Jaque mate a la educación por cobertura. Por @HectorFrancoJ

El Decreto 1851 de 2015 tiene en serios problemas a las entidades que brindan educación por cobertura en el país.

Algunas Secretarías de Educación, en “estricto cumplimiento” del mencionado Decreto, están dejando fuera de los Bancos de Oferentes a instituciones que llevan prestando por más de 20 años el servicio público de la educación en los lugares más remotos, a los cuales no le es o era posible llegar al Estado.

Sólo en Medellín, según escuchamos en el Concejo de Medellín donde el viernes pasado se hizo un debate al respecto, están quedando fuera del sistema más de 23.000 niños, niñas y adolescentes, sin incluir adultos. ¿Está el Estado preparado para asumir esos cupos?

La disculpa de todo esto es la calidad educativa, medida en términos de un “percentil”. 

¿Será que podemos comparar, con fundamento en las pruebas Saber -que miden más la memoria que la calidad de la educación- los valores, la inclusión, el desarrollo de competencias para dialogar y solucionar conflictos? 

¿Será que podemos comparar la educación que se brinda en los estratos altos (en su mayoría privada y onerosa) con la que reciben niños, niñas y adolescentes desplazados, que han sufrido violencia, que viven en condiciones límites de pobreza y exclusión? 

¿Será que niños bien alimentados, de familias “de bien” (como si todas no lo fueran) están en igualdad de condiciones con niños, niñas y jóvenes que, la más de las veces, comen una vez al día gracias al restaurante escolar?
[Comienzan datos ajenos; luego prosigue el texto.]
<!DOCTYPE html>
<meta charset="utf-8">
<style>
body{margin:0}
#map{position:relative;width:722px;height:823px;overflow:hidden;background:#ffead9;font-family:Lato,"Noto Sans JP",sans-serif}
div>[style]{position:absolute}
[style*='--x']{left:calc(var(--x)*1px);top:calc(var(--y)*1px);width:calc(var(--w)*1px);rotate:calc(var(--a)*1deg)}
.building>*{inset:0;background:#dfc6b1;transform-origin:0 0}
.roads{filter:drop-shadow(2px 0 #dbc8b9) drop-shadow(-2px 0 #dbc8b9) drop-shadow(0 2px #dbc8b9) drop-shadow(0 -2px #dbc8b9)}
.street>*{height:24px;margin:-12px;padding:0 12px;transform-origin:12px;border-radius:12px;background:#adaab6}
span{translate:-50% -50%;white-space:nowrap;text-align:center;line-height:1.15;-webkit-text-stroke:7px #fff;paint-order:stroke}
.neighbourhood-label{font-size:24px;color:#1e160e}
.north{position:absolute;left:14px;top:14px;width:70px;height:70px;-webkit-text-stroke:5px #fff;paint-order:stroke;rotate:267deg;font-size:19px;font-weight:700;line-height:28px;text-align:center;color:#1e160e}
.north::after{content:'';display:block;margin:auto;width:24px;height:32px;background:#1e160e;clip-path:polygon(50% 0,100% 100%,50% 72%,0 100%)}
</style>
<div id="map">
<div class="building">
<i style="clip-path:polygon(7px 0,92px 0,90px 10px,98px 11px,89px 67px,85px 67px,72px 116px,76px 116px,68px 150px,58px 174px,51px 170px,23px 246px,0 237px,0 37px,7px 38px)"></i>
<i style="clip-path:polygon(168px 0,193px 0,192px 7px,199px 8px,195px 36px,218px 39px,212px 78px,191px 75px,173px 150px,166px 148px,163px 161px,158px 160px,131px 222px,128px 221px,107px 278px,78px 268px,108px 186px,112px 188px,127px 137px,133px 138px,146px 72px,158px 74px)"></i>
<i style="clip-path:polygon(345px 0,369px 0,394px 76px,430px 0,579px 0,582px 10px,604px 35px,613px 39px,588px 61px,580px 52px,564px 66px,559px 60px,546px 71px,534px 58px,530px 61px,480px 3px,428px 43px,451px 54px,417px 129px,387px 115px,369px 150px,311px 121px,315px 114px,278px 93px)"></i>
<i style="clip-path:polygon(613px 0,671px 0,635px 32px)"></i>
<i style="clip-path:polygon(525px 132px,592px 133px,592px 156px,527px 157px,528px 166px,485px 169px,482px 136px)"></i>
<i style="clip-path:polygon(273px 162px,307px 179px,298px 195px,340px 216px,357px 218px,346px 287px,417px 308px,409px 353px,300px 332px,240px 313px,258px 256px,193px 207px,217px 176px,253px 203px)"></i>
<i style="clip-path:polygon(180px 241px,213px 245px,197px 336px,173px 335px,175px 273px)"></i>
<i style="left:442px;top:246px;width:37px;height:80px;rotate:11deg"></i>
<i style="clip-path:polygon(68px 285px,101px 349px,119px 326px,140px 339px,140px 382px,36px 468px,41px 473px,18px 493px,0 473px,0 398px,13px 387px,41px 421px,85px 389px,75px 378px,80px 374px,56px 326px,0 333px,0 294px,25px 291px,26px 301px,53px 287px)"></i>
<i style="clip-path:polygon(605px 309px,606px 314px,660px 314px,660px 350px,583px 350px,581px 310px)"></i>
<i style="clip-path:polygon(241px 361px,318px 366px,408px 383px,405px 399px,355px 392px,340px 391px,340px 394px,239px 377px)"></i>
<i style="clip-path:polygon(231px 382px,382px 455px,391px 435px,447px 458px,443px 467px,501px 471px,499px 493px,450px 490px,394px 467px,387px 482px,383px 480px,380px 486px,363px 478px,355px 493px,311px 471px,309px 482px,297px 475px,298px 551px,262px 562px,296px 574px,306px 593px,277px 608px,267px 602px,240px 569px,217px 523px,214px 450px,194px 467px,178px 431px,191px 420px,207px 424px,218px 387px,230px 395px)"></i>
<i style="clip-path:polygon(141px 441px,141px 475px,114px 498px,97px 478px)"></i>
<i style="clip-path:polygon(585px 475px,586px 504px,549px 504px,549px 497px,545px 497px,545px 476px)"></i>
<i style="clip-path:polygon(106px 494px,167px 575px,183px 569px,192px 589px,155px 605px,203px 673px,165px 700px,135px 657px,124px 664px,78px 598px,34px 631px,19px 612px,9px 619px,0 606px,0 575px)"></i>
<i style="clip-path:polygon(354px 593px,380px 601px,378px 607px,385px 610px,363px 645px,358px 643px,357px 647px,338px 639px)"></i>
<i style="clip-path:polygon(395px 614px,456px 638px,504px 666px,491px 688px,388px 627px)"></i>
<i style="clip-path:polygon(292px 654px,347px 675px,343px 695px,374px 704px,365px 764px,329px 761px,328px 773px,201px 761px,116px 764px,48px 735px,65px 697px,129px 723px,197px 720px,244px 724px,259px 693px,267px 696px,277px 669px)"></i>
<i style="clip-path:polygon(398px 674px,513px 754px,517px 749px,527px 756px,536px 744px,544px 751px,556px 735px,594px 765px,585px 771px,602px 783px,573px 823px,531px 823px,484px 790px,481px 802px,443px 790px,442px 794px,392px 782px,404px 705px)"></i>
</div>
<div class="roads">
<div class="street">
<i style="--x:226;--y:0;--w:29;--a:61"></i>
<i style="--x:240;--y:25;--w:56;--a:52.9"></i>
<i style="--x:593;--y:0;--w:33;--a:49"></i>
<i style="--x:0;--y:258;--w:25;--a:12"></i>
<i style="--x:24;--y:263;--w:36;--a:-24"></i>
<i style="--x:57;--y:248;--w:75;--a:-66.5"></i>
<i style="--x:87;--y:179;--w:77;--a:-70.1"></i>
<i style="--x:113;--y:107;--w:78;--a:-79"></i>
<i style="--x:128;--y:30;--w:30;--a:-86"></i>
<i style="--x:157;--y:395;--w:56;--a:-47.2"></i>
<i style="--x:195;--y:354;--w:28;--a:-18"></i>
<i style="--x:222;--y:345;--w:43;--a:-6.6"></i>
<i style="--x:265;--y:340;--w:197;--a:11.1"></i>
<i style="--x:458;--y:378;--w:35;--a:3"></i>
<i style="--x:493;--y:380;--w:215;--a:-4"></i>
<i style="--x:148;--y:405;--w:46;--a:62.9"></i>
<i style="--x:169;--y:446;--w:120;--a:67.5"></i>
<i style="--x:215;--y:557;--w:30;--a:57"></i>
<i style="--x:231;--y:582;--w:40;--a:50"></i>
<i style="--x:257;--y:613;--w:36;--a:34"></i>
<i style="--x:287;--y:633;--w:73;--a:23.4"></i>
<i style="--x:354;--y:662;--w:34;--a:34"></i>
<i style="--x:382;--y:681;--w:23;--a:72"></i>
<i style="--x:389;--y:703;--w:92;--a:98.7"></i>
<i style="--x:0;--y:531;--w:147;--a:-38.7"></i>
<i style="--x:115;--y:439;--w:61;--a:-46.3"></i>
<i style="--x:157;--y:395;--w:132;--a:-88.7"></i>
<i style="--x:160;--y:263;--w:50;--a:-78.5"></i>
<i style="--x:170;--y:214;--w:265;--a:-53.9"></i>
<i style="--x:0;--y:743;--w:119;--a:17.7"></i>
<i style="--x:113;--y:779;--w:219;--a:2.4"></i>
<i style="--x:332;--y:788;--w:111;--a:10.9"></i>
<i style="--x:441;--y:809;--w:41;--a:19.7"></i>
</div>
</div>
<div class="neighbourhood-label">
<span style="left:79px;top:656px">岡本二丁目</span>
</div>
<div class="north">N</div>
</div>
Muchos de los niños provienen de hogares rotos, donde la violencia y el “mal ejemplo” son constantes. Estos niños fácilmente pueden caer en manos de los combos criminales y pasan a engrosar sus filas. Cada niño, niña o adolescente que se integra al sistema educativo por cobertura es uno menos en las filas de la violencia, la drogadicción y la prostitución.

Que hacia el futuro se pretenda que la educación sea por completo brindada en colegios oficiales de manera gratuita es, sin duda, un sofisma de distracción. Lo que se acostumbra desde los gobiernos neoliberales es ver toda actividad (incluida la pública) como fuente de comercio que requiere producir utilidades, es decir, privatizar.

Son muchos los argumentos para defender a las instituciones de educación por cobertura; la mayoría (si no todas), al menos en Medellín que es donde conocemos un poco más, son sin ánimo de lucro; estas instituciones educativas por cobertura tienen penetración y aceptación en comunidades excluidas y de desplazados, que viven en condiciones de pobreza extrema y de las actividades informales, y como si fuera poco, en zonas en donde la presencia de las autoridades estatales es mínima o inexistente.

Señora Ministra Parody: 

¿Será que de un día para el otro podrán los entes oficiales lograr lo mismo? 

¿Será que tienen dónde recibir 23.000 niños, niñas y adolescentes de un día para el otro en las instituciones oficiales? 

¿Será que con los elementos que brindan las pruebas Saber de 2014 se puede calificar la actuación de entidades con planes de mejoramiento aplicados durante el período 2015 para excluirlas en 2016?


El famoso Decreto de marras debe ser derogado. O al menos, modificado en la exclusión de la contratación de las instituciones que trabajan por cobertura con base en que el “percentil” no sea el esperado. 

La actividad de estas instituciones educativas requieren de métodos especiales de evaluación. Estos métodos deben incluir todos los aspectos sociales que cubren, sus PEI, su ubicación, sus actividades y proyectos de mejoramiento. Solo así podrá conocerse el verdadero valor de su actividad y el importante servicio cívico-social que prestan.